» SUPPLIED RECORDS:

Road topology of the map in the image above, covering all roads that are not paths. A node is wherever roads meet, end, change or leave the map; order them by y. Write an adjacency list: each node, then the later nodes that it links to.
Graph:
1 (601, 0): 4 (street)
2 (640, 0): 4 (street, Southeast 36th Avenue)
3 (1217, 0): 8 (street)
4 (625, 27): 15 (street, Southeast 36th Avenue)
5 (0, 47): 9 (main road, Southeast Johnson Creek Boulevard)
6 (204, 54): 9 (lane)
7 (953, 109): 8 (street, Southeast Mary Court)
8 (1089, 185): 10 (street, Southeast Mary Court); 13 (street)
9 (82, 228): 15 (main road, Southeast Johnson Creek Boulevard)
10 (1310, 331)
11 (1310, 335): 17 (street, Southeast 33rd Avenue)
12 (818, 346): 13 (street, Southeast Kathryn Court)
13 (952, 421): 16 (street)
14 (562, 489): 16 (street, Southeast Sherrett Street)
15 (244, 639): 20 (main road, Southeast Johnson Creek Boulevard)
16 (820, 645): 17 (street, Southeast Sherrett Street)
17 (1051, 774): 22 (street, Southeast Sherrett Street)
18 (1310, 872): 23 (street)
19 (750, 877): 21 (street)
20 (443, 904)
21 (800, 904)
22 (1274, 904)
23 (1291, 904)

» WHAT IS NEEDED: Please give the listing again exactly, line for line.

» OUTPUT BELOW:
Road topology of the map in the image above, covering all roads that are not paths. A node is wherever roads meet, end, change or leave the map; order them by y. Write an adjacency list: each node, then the later nodes that it links to.
Graph:
1 (601, 0): 4 (street)
2 (640, 0): 4 (street, Southeast 36th Avenue)
3 (1217, 0): 8 (street)
4 (625, 27): 15 (street, Southeast 36th Avenue)
5 (0, 47): 9 (main road, Southeast Johnson Creek Boulevard)
6 (204, 54): 9 (lane)
7 (953, 109): 8 (street, Southeast Mary Court)
8 (1089, 185): 10 (street, Southeast Mary Court); 13 (street)
9 (82, 228): 15 (main road, Southeast Johnson Creek Boulevard)
10 (1310, 331)
11 (1310, 335): 17 (street, Southeast 33rd Avenue)
12 (818, 346): 13 (street, Southeast Kathryn Court)
13 (952, 421): 16 (street)
14 (562, 489): 16 (street, Southeast Sherrett Street)
15 (244, 639): 20 (main road, Southeast Johnson Creek Boulevard)
16 (820, 645): 17 (street, Southeast Sherrett Street)
17 (1051, 774): 22 (street, Southeast Sherrett Street)
18 (1310, 872): 23 (street)
19 (750, 877): 21 (street)
20 (443, 904)
21 (800, 904)
22 (1274, 904)
23 (1291, 904)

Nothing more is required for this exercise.